BEGIN EXERCISE MATERIALS

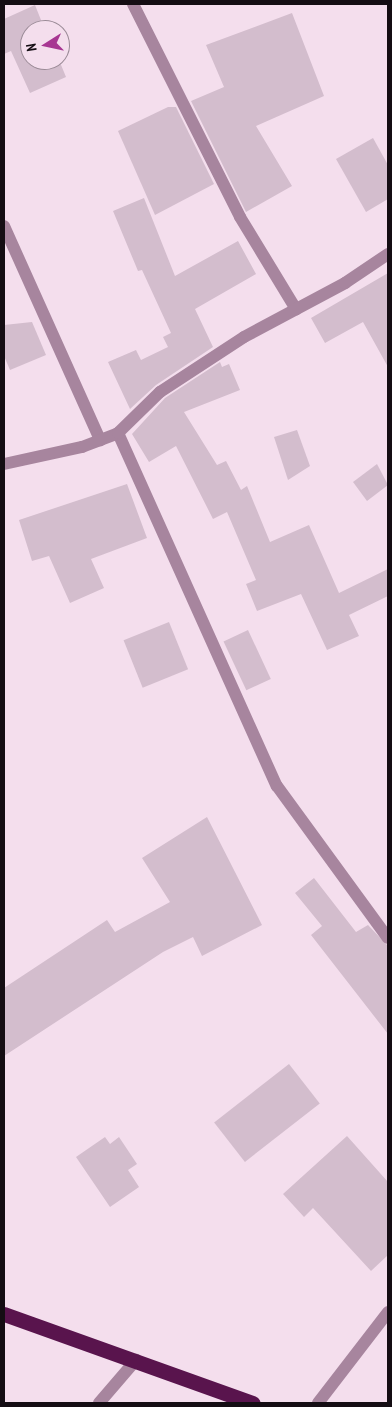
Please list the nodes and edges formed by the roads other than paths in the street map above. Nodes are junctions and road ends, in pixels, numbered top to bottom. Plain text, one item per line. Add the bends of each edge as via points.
1 (133, 4) edge
2 (4, 226) edge
3 (388, 254) edge
4 (296, 309) junction
5 (118, 433) junction
6 (100, 440) junction
7 (4, 464) edge
8 (388, 938) edge
9 (388, 1312) edge
10 (4, 1314) edge
11 (136, 1360) junction
12 (99, 1403) edge
13 (253, 1403) edge
14 (318, 1403) edge

1 - 4 street via 240,217
2 - 6 street
3 - 4 street
4 - 5 street via 160,392
5 - 6 street
5 - 8 street via 277,786
6 - 7 street via 50,456
9 - 14 street
10 - 11 highway
11 - 12 street
11 - 13 highway

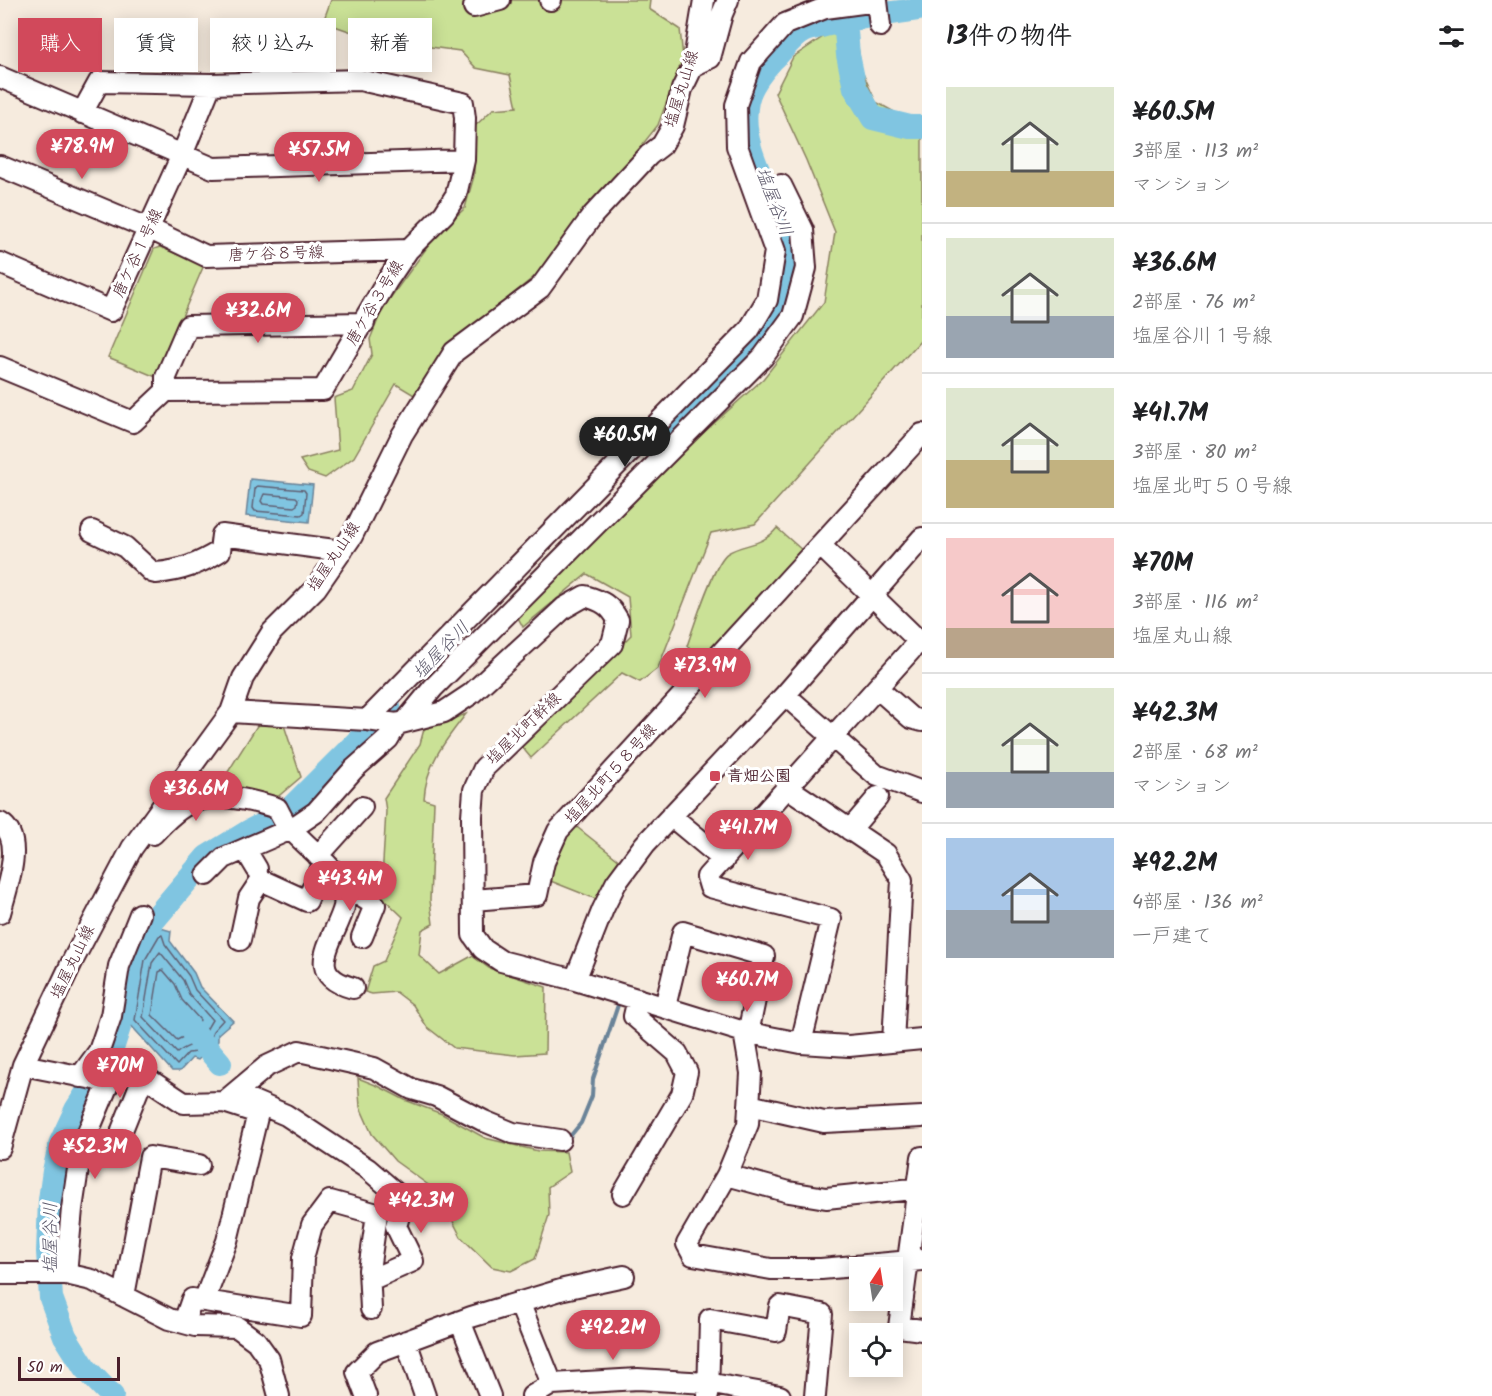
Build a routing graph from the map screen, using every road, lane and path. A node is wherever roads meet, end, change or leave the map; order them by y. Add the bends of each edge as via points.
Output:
1 (500, 0) edge
2 (704, 0) edge
3 (728, 0) edge
4 (474, 8) dead end
5 (880, 26) dead end
6 (693, 66) junction
7 (0, 77) edge
8 (211, 84) junction
9 (82, 112) junction
10 (182, 155) junction
11 (464, 160) junction
12 (0, 166) edge
13 (755, 194) junction
14 (150, 229) junction
15 (408, 250) junction
16 (0, 263) edge
17 (364, 323) junction
18 (0, 367) edge
19 (166, 391) junction
20 (922, 434) edge
21 (92, 531) dead end
22 (922, 538) edge
23 (820, 545) junction
24 (342, 550) junction
25 (870, 595) junction
26 (920, 642) edge
27 (877, 688) junction
28 (785, 695) junction
29 (231, 712) junction
30 (367, 720) junction
31 (922, 721) edge
32 (401, 723) junction
33 (832, 738) junction
34 (788, 788) junction
35 (922, 792) edge
36 (878, 797) dead end
37 (362, 807) dead end
38 (671, 816) junction
39 (285, 821) junction
40 (0, 823) edge
41 (850, 830) junction
42 (132, 848) junction
43 (245, 849) junction
44 (321, 859) junction
45 (724, 860) junction
46 (257, 869) dead end
47 (207, 875) dead end
48 (343, 885) junction
49 (473, 900) junction
50 (0, 913) edge
51 (140, 914) dead end
52 (362, 937) dead end
53 (240, 940) dead end
54 (575, 980) junction
55 (352, 988) dead end
56 (638, 999) junction
57 (665, 1007) junction
58 (744, 1032) junction
59 (922, 1040) edge
60 (893, 1042) junction
61 (801, 1043) junction
62 (23, 1065) junction
63 (102, 1077) junction
64 (230, 1098) junction
65 (749, 1105) junction
66 (922, 1117) edge
67 (122, 1130) dead end
68 (560, 1140) dead end
69 (0, 1148) edge
70 (922, 1157) edge
71 (199, 1165) dead end
72 (726, 1175) junction
73 (920, 1188) edge
74 (623, 1194) dead end
75 (915, 1261) edge
76 (0, 1274) edge
77 (66, 1274) junction
78 (624, 1276) dead end
79 (370, 1280) junction
80 (124, 1296) junction
81 (204, 1301) junction
82 (519, 1302) junction
83 (370, 1309) dead end
84 (460, 1321) junction
85 (183, 1322) junction
86 (922, 1330) edge
87 (406, 1341) junction
88 (552, 1384) junction
89 (582, 1389) edge
90 (707, 1389) edge
91 (279, 1396) edge
92 (366, 1396) edge
93 (425, 1396) edge
94 (490, 1396) edge
95 (532, 1396) edge
96 (780, 1396) edge
97 (815, 1396) edge

1 - 4 street
2 - 6 street, 塩屋丸山線
3 - 6 street via 710,58
5 - 13 street via 877,1 825,8 785,24 751,62 736,105 738,146
6 - 24 street, 塩屋丸山線 via 682,89 674,126 662,145 593,215 540,288 454,352 402,435
7 - 9 street
8 - 9 street via 99,82
8 - 10 street, 唐ケ谷１号線
8 - 11 street, 唐ケ谷３号線 via 360,80 463,103
9 - 10 street
10 - 11 street via 213,168
10 - 14 street, 唐ケ谷１号線
11 - 15 street, 唐ケ谷３号線 via 456,195 444,214
12 - 14 street, 唐ケ谷８号線
13 - 30 street via 776,251 768,300 749,330
13 - 32 street via 781,185 803,230 806,268 793,316 763,357
14 - 15 street, 唐ケ谷８号線 via 206,256
14 - 16 street, 唐ケ谷１号線 via 111,311
15 - 17 street, 唐ケ谷３号線
17 - 19 street, 唐ケ谷３号線 via 323,390
17 - 19 street via 188,326 166,377
18 - 19 street via 133,422
20 - 23 street, 塩屋北町５８号線
21 - 24 street via 125,547 156,573 188,568 207,559 220,551 222,536
22 - 25 street
23 - 25 street
23 - 49 street, 塩屋北町５８号線 via 558,831 544,862 537,895
24 - 29 street, 塩屋丸山線 via 316,588 272,632 243,678
25 - 26 street
25 - 28 street
26 - 27 street
27 - 31 street via 911,718
27 - 33 street
28 - 33 street
28 - 38 street
29 - 30 street, 塩屋北町幹線
29 - 42 street, 塩屋丸山線
30 - 32 street, 塩屋北町幹線
32 - 39 street via 316,812
32 - 49 street, 塩屋北町幹線 via 444,712 471,694 564,608 585,596 604,601 618,620 612,644 484,768 474,790
33 - 34 street
33 - 35 street via 876,775
34 - 41 street
34 - 45 street
36 - 41 street
37 - 44 street
38 - 45 street
38 - 54 street via 616,883
39 - 42 street via 227,797 193,802 165,821 141,847
39 - 43 street
39 - 44 street
40 - 50 street via 13,840 13,859
41 - 60 street via 886,854 902,880
42 - 62 street, 塩屋丸山線
43 - 46 street
43 - 47 street via 224,858
44 - 48 street
44 - 53 street via 307,901 261,880 249,898
45 - 61 street via 707,877 710,887 831,919
48 - 52 street via 375,905
48 - 55 street via 344,906 323,958 328,974 337,984
49 - 54 street, 塩屋北町幹線 via 473,935 483,949 501,961
51 - 63 street via 119,966 111,1016 99,1051
54 - 56 street, 塩屋北町幹線
56 - 57 street, 塩屋北町幹線
56 - 74 street via 634,1016 677,1053 687,1072 682,1094
57 - 58 street, 塩屋北町幹線
57 - 58 street via 683,932 764,956 750,1024
58 - 61 street, 塩屋北町幹線
58 - 65 street via 751,1073
59 - 60 street, 塩屋北町幹線
60 - 61 street, 塩屋北町幹線 via 849,1046
62 - 63 street
62 - 69 street, 塩屋丸山線
63 - 64 street via 145,1077 184,1103
63 - 67 street via 147,1089
63 - 77 street via 81,1149
64 - 68 street via 267,1066 299,1051 374,1068 513,1133
64 - 79 street via 286,1114 368,1169 404,1200 396,1226 413,1261
64 - 81 street via 258,1113 227,1241
65 - 66 street via 824,1122
65 - 72 street via 748,1124
70 - 73 street
71 - 80 street via 149,1149
72 - 73 street via 826,1198
72 - 75 street via 687,1244 693,1256 771,1269
73 - 75 street
75 - 86 street via 899,1327
76 - 77 street
77 - 80 street via 92,1280
78 - 82 street
79 - 81 street via 377,1214 330,1201 312,1225 303,1258 301,1316
79 - 83 street
80 - 85 street
81 - 85 street via 192,1299
82 - 84 street
82 - 88 street
84 - 87 street
84 - 94 street
85 - 91 street via 237,1327 256,1341 269,1359
87 - 92 street via 376,1352 357,1372
87 - 93 street
88 - 89 street
88 - 95 street
89 - 90 street via 638,1379
90 - 96 street
90 - 97 street via 705,1313 776,1331 780,1306 822,1314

END EXERCISE MATERIALS

The answer must be every line of the records that holds the string "roads".

Please list the nodes and edges formed by the roads other than paths in the street map above. Nodes are junctions and road ends, in pixels, numbered top to bottom. Plain text, one item per line. Add the bends of each edge as via points.
Build a routing graph from the map screen, using every road, lane and path. A node is wherever roads meet, end, change or leave the map; order them by y. Add the bends of each edge as via points.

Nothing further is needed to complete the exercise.